A advogada relembra que o Brasil já foi condenado pelo Comitê Sobre a Eliminação de Todas as Formas de Discriminação contra as Mulheres (CEDAW - na sigla em ingês), da Organização das Nações Unidas (ONU), com relação ao caso de morte materna de Alyne da Silva Pimentel, no Rio de Janeiro, em 2022, após cuidados médicos de emergência terem sido negados a ela durante a gravidez de alto risco.

À época, o Comitê CEDAW entendeu que o estado brasileiro não protegeu os direitos à vida, à saúde, à igualdade e não discriminação no acesso à saúde devidos à Alyne. Foi a primeira vez que um caso do tipo foi decidido por um Comitê de Direitos Humanos das Nações Unidas.

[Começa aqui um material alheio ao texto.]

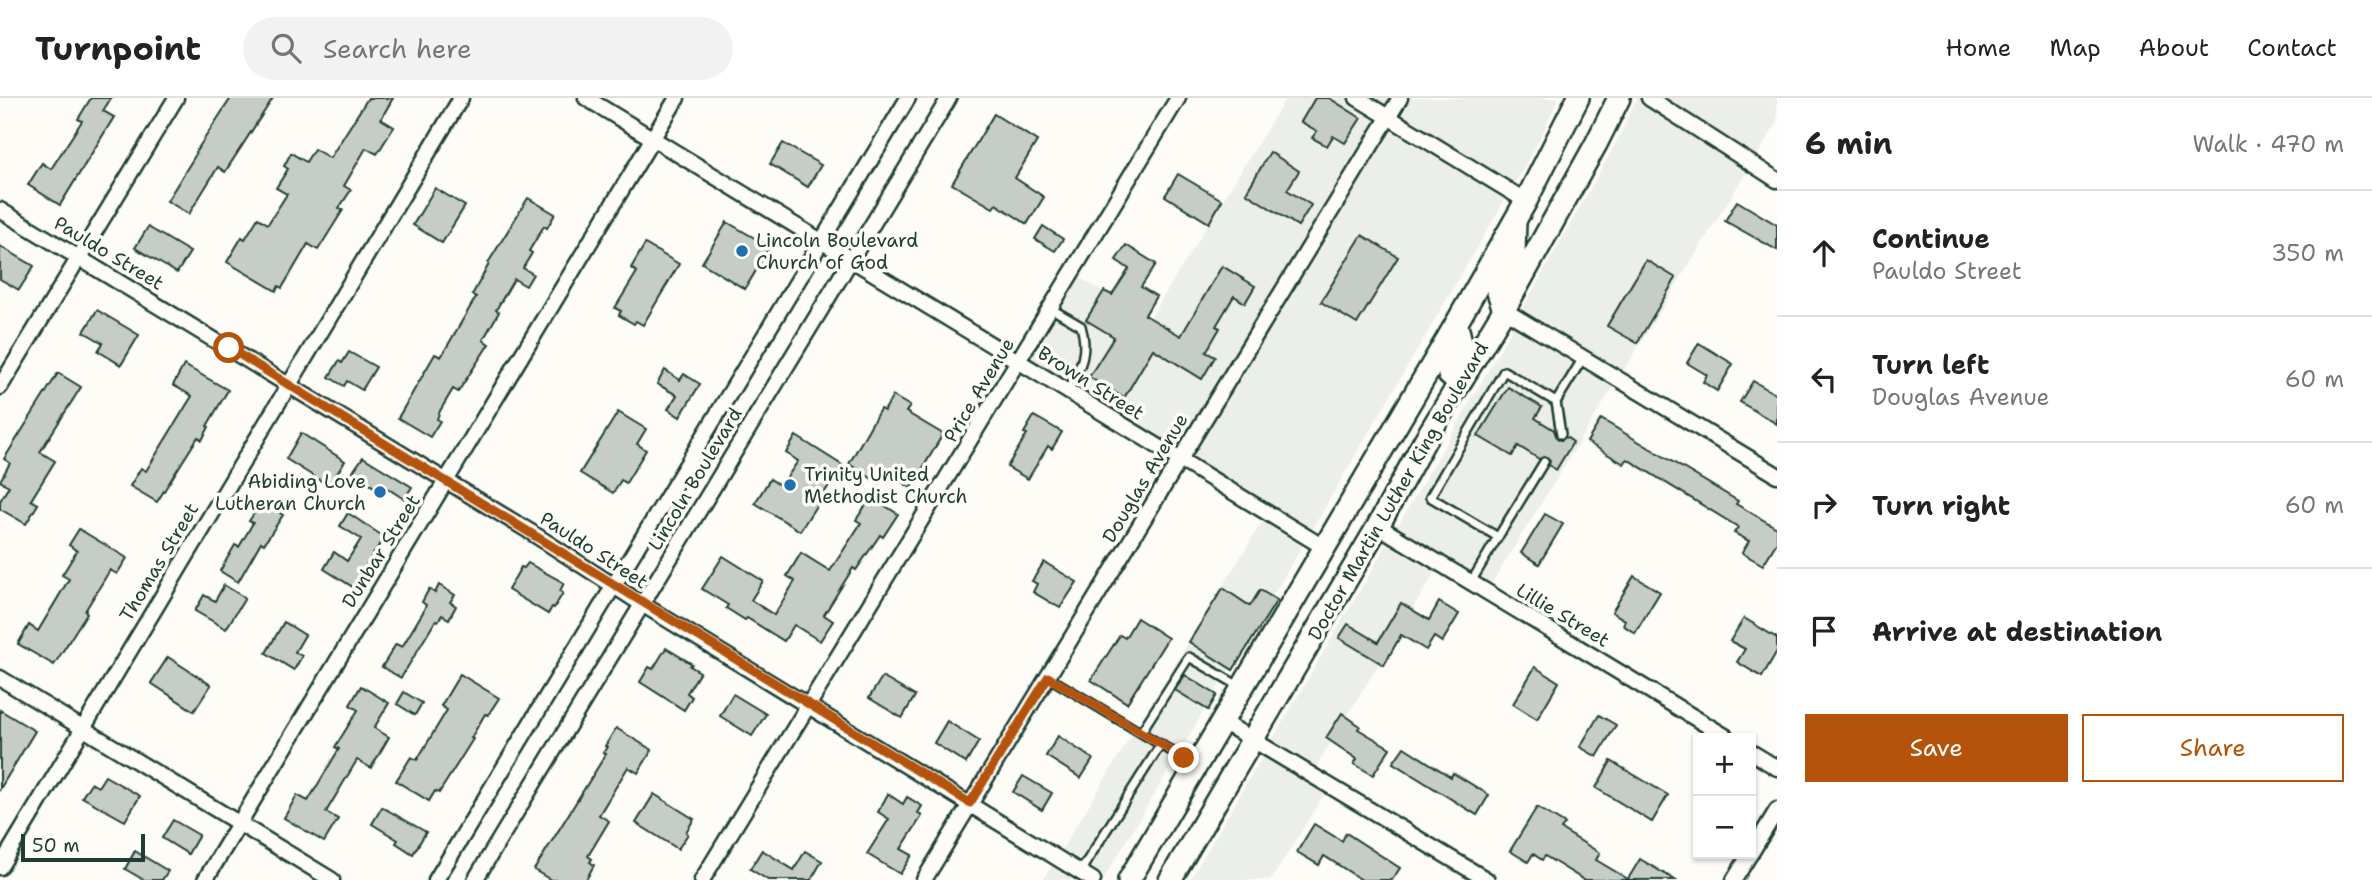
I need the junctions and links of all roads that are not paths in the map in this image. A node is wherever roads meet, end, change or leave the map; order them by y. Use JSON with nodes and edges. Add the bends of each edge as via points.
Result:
{"nodes":[{"id":1,"x":176,"y":98,"type":"edge"},
{"id":2,"x":461,"y":98,"type":"edge"},
{"id":3,"x":586,"y":98,"type":"edge"},
{"id":4,"x":677,"y":98,"type":"edge"},
{"id":5,"x":908,"y":98,"type":"edge"},
{"id":6,"x":949,"y":98,"type":"edge"},
{"id":7,"x":1178,"y":98,"type":"edge"},
{"id":8,"x":1357,"y":98,"type":"edge"},
{"id":9,"x":1400,"y":98,"type":"edge"},
{"id":10,"x":1578,"y":98,"type":"edge"},
{"id":11,"x":1619,"y":98,"type":"edge"},
{"id":12,"x":1649,"y":98,"type":"edge"},
{"id":13,"x":1389,"y":117,"type":"junction"},
{"id":14,"x":653,"y":138,"type":"junction"},
{"id":15,"x":1777,"y":180,"type":"edge"},
{"id":16,"x":1526,"y":201,"type":"junction"},
{"id":17,"x":0,"y":210,"type":"edge"},
{"id":18,"x":1515,"y":220,"type":"junction"},
{"id":19,"x":822,"y":240,"type":"junction"},
{"id":20,"x":78,"y":256,"type":"junction"},
{"id":21,"x":852,"y":259,"type":"junction"},
{"id":22,"x":1050,"y":308,"type":"junction"},
{"id":23,"x":1504,"y":310,"type":"junction"},
{"id":24,"x":1456,"y":324,"type":"junction"},
{"id":25,"x":1583,"y":358,"type":"junction"},
{"id":26,"x":1018,"y":362,"type":"junction"},
{"id":27,"x":288,"y":385,"type":"junction"},
{"id":28,"x":0,"y":387,"type":"edge"},
{"id":29,"x":1067,"y":392,"type":"junction"},
{"id":30,"x":1556,"y":402,"type":"junction"},
{"id":31,"x":1561,"y":434,"type":"dead end"},
{"id":32,"x":1425,"y":440,"type":"junction"},
{"id":33,"x":1178,"y":460,"type":"junction"},
{"id":34,"x":1544,"y":462,"type":"dead end"},
{"id":35,"x":1777,"y":475,"type":"edge"},
{"id":36,"x":447,"y":481,"type":"junction"},
{"id":37,"x":1378,"y":526,"type":"junction"},
{"id":38,"x":1498,"y":537,"type":"junction"},
{"id":39,"x":1325,"y":548,"type":"junction"},
{"id":40,"x":1471,"y":582,"type":"junction"},
{"id":41,"x":614,"y":586,"type":"junction"},
{"id":42,"x":642,"y":604,"type":"junction"},
{"id":43,"x":1048,"y":677,"type":"junction"},
{"id":44,"x":0,"y":678,"type":"edge"},
{"id":45,"x":1243,"y":688,"type":"junction"},
{"id":46,"x":808,"y":705,"type":"junction"},
{"id":47,"x":1223,"y":722,"type":"junction"},
{"id":48,"x":84,"y":728,"type":"junction"},
{"id":49,"x":1141,"y":732,"type":"junction"},
{"id":50,"x":1720,"y":733,"type":"edge"},
{"id":51,"x":1253,"y":740,"type":"junction"},
{"id":52,"x":1161,"y":744,"type":"junction"},
{"id":53,"x":1756,"y":755,"type":"edge"},
{"id":54,"x":1197,"y":766,"type":"junction"},
{"id":55,"x":1777,"y":768,"type":"edge"},
{"id":56,"x":970,"y":803,"type":"junction"},
{"id":57,"x":1777,"y":810,"type":"edge"},
{"id":58,"x":239,"y":823,"type":"junction"},
{"id":59,"x":1756,"y":845,"type":"edge"},
{"id":60,"x":1747,"y":859,"type":"edge"},
{"id":61,"x":0,"y":867,"type":"edge"},
{"id":62,"x":1080,"y":872,"type":"junction"},
{"id":63,"x":205,"y":880,"type":"edge"},
{"id":64,"x":332,"y":880,"type":"edge"},
{"id":65,"x":436,"y":880,"type":"edge"},
{"id":66,"x":475,"y":880,"type":"edge"},
{"id":67,"x":702,"y":880,"type":"edge"},
{"id":68,"x":924,"y":880,"type":"edge"},
{"id":69,"x":1093,"y":880,"type":"edge"},
{"id":70,"x":1129,"y":880,"type":"edge"},
{"id":71,"x":1170,"y":880,"type":"edge"},
{"id":72,"x":1488,"y":880,"type":"edge"},
{"id":73,"x":1734,"y":880,"type":"edge"}],
"edges":[{"from":1,"to":20,"type":"street"},
{"from":2,"to":27,"type":"street","name":"Thomas Street"},
{"from":3,"to":14,"type":"street","name":"Brown Street"},
{"from":4,"to":14,"type":"street","name":"Dunbar Street"},
{"from":5,"to":19,"type":"street","name":"Lincoln Boulevard"},
{"from":6,"to":21,"type":"street","name":"Lincoln Boulevard"},
{"from":7,"to":22,"type":"street","name":"Price Avenue"},
{"from":8,"to":13,"type":"street"},
{"from":9,"to":13,"type":"street","name":"Douglas Avenue"},
{"from":10,"to":16,"type":"main road","name":"Doctor Martin Luther King Boulevard"},
{"from":11,"to":23,"type":"main road","name":"Doctor Martin Luther King Boulevard"},
{"from":12,"to":15,"type":"street"},
{"from":13,"to":16,"type":"street"},
{"from":13,"to":33,"type":"street","name":"Douglas Avenue"},
{"from":14,"to":19,"type":"street","name":"Brown Street"},
{"from":14,"to":36,"type":"street","name":"Dunbar Street"},
{"from":16,"to":18,"type":"main road","name":"Doctor Martin Luther King Boulevard"},
{"from":17,"to":20,"type":"street","name":"Pauldo Street"},
{"from":18,"to":23,"type":"main road","via":[[1514,253],[1497,289]]},
{"from":18,"to":24,"type":"main road","name":"Doctor Martin Luther King Boulevard"},
{"from":19,"to":21,"type":"street","name":"Brown Street"},
{"from":19,"to":41,"type":"street","name":"Lincoln Boulevard"},
{"from":20,"to":27,"type":"street","name":"Pauldo Street"},
{"from":20,"to":28,"type":"street"},
{"from":21,"to":26,"type":"street","name":"Brown Street"},
{"from":21,"to":42,"type":"street","name":"Lincoln Boulevard"},
{"from":22,"to":26,"type":"street","name":"Price Avenue"},
{"from":22,"to":29,"type":"lane","via":[[1081,326],[1086,342]]},
{"from":23,"to":25,"type":"street"},
{"from":23,"to":32,"type":"main road","name":"Doctor Martin Luther King Boulevard"},
{"from":24,"to":32,"type":"main road","via":[[1462,351],[1424,421]]},
{"from":24,"to":39,"type":"main road","name":"Doctor Martin Luther King Boulevard"},
{"from":25,"to":30,"type":"lane"},
{"from":25,"to":35,"type":"street"},
{"from":26,"to":29,"type":"street","name":"Brown Street"},
{"from":26,"to":46,"type":"street","name":"Price Avenue"},
{"from":27,"to":36,"type":"street","name":"Pauldo Street"},
{"from":27,"to":48,"type":"street","name":"Thomas Street"},
{"from":29,"to":33,"type":"street","name":"Brown Street"},
{"from":30,"to":31,"type":"lane"},
{"from":30,"to":38,"type":"lane","via":[[1504,371],[1430,496]]},
{"from":32,"to":37,"type":"main road","name":"Doctor Martin Luther King Boulevard"},
{"from":33,"to":39,"type":"street","name":"Brown Street"},
{"from":33,"to":43,"type":"street","name":"Douglas Avenue"},
{"from":34,"to":38,"type":"lane"},
{"from":36,"to":41,"type":"street","name":"Pauldo Street"},
{"from":36,"to":58,"type":"street","name":"Dunbar Street"},
{"from":37,"to":40,"type":"street","name":"Lillie Street"},
{"from":37,"to":51,"type":"main road","name":"Doctor Martin Luther King Boulevard"},
{"from":38,"to":40,"type":"lane"},
{"from":39,"to":45,"type":"main road","name":"Doctor Martin Luther King Boulevard"},
{"from":40,"to":50,"type":"street","name":"Lillie Street"},
{"from":41,"to":42,"type":"street","name":"Pauldo Street"},
{"from":41,"to":65,"type":"street","name":"Lincoln Boulevard"},
{"from":42,"to":46,"type":"street","name":"Pauldo Street"},
{"from":42,"to":66,"type":"street","name":"Lincoln Boulevard"},
{"from":43,"to":49,"type":"lane"},
{"from":43,"to":56,"type":"street","name":"Douglas Avenue"},
{"from":44,"to":48,"type":"street"},
{"from":45,"to":47,"type":"main road","name":"Doctor Martin Luther King Boulevard"},
{"from":45,"to":49,"type":"lane","via":[[1189,657]]},
{"from":46,"to":56,"type":"street","name":"Pauldo Street"},
{"from":46,"to":67,"type":"street","name":"Price Avenue"},
{"from":47,"to":51,"type":"street"},
{"from":47,"to":54,"type":"main road","name":"Doctor Martin Luther King Boulevard"},
{"from":48,"to":58,"type":"street"},
{"from":48,"to":61,"type":"street","name":"Thomas Street"},
{"from":49,"to":52,"type":"lane"},
{"from":51,"to":71,"type":"main road","name":"Doctor Martin Luther King Boulevard"},
{"from":51,"to":72,"type":"street"},
{"from":52,"to":54,"type":"lane"},
{"from":52,"to":62,"type":"lane"},
{"from":53,"to":55,"type":"street"},
{"from":54,"to":70,"type":"main road","name":"Doctor Martin Luther King Boulevard"},
{"from":56,"to":62,"type":"street","name":"Pauldo Street"},
{"from":56,"to":68,"type":"street","name":"Douglas Avenue"},
{"from":57,"to":59,"type":"street"},
{"from":58,"to":63,"type":"street","name":"Dunbar Street"},
{"from":58,"to":64,"type":"street"},
{"from":60,"to":73,"type":"street"},
{"from":62,"to":69,"type":"street","name":"Pauldo Street"}]}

"Dentre as recomendações, o Comitê dizia que o Brasil devia pensar uma maior prevenção e repressão desses casos de violência obstétrica. Reconheceu-se, inclusive, o aspecto da interseccionalidade, no caso da Alyne Pimentel, que foi atravessado por marcadores sociais da diferença, como raça, que foi responsável por agravar a situação da Alyne e contribuir para sua morte", comenta a advogada.

Ainda assim, Luciana Matni afirma que os passos do país no caminho de proteção das mulheres contra esse tipo de violência têm sido escassos. Foi apenas em 2019 (no dia 7 de junho) que o Ministério da Saúde reconheceu, pela primeira vez, o termo 'violência obstétrica', após uma recomendação do Ministério Público Federal (MPF). Antes disso, no dia 3 de maio do mesmo ano, o Ministério da Saúde tinha chegado a emitir um despacho pedindo que o termo fosse evitado e, possivelmente, abolido, por ser considerado "impróprio".

Todos esses entraves conceituais e jurídicos sobre o assunto têm dificultado não apenas um consenso sobre violência obstétrica no país, como limitado os meios de apontamento do problema, por parte das vítimas, que precisam recorrer a outros crimes, já tipificados, para validar denúncias. "No âmbito do direito penal, para a gente trabalhar violência obstétrica, a gente tem que averiguar se houve lesão corporal, crimes contra a honra, homicídio", cita a advogada.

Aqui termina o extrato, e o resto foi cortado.